Starting at the first line of the listing below, repeat each line exactly until the line containing "middle tip: (408, 324)", which you include. Leave out pictures.

*** EXERCISE DATA ***

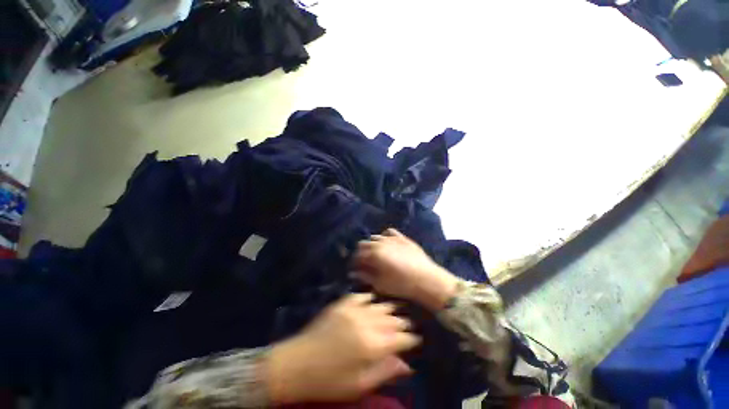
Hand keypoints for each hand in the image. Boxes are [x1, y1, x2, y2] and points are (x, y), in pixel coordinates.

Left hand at [267, 293, 419, 403]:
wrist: (297, 363)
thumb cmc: (329, 380)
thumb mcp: (359, 384)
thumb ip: (385, 372)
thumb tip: (407, 365)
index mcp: (373, 345)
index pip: (400, 338)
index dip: (411, 338)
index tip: (417, 339)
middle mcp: (367, 323)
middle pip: (392, 319)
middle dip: (402, 322)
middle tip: (408, 324)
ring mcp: (353, 310)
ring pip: (379, 305)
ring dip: (389, 308)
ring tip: (396, 309)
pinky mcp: (342, 304)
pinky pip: (360, 296)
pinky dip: (369, 298)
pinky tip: (373, 299)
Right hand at [352, 228, 459, 310]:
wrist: (426, 279)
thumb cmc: (401, 285)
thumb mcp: (380, 284)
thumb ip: (365, 276)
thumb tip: (353, 272)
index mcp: (373, 254)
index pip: (358, 255)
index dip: (355, 262)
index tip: (356, 268)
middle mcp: (380, 242)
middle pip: (364, 243)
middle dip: (362, 253)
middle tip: (365, 263)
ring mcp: (392, 238)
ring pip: (375, 237)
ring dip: (372, 245)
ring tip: (376, 254)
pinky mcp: (402, 237)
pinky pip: (389, 232)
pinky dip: (385, 236)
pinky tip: (387, 244)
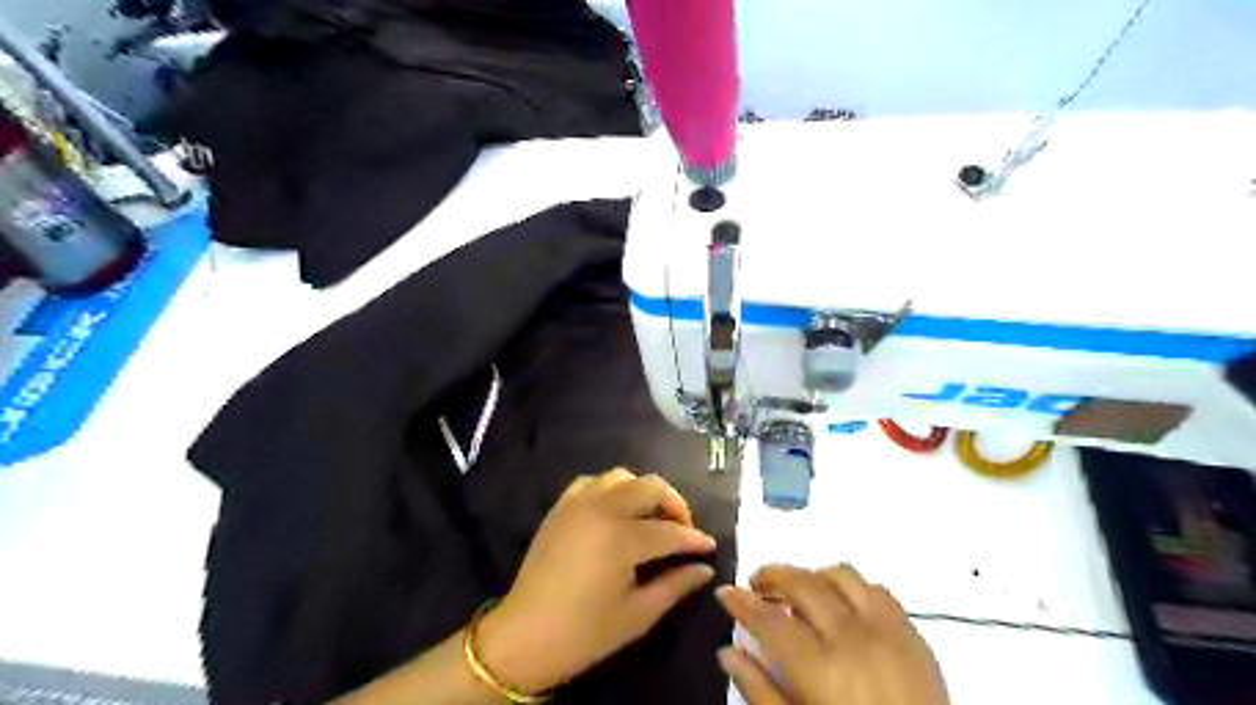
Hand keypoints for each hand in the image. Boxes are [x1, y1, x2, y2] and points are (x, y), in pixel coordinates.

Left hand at [479, 467, 721, 694]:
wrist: (525, 636)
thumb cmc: (585, 633)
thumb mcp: (637, 615)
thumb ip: (675, 586)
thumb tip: (704, 569)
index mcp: (622, 538)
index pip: (670, 531)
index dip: (694, 540)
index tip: (709, 547)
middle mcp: (602, 509)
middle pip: (651, 487)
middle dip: (675, 504)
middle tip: (682, 530)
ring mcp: (578, 503)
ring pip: (622, 476)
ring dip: (644, 491)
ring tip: (651, 517)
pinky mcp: (561, 507)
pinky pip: (592, 482)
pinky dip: (611, 489)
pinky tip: (616, 511)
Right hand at [710, 565, 947, 704]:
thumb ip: (759, 692)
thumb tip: (728, 652)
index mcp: (819, 669)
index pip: (769, 620)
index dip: (741, 602)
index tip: (725, 592)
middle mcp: (852, 638)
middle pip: (803, 584)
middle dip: (772, 576)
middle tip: (756, 585)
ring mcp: (887, 632)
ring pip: (842, 576)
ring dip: (812, 576)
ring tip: (799, 591)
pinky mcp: (914, 636)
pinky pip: (878, 590)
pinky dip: (852, 587)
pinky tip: (842, 603)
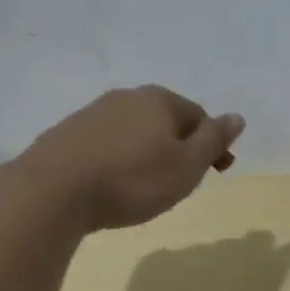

*** End of EXERCISE DATA ***

**OUTPUT BELOW**
Hand keypoints for each hand in the image. Boxes are [x1, y1, x2, y2] and points are (x, y), in pixel coordinates.

Left hand at [267, 293, 419, 403]:
wrist: (297, 363)
thumb cmc: (329, 380)
thumb mcp: (359, 384)
thumb ip: (385, 372)
thumb tip: (407, 365)
index mcp: (373, 345)
index pip: (400, 338)
index dip: (411, 338)
index tip: (417, 339)
middle mcp: (367, 323)
middle pip: (392, 319)
middle dip: (402, 322)
middle tip: (408, 324)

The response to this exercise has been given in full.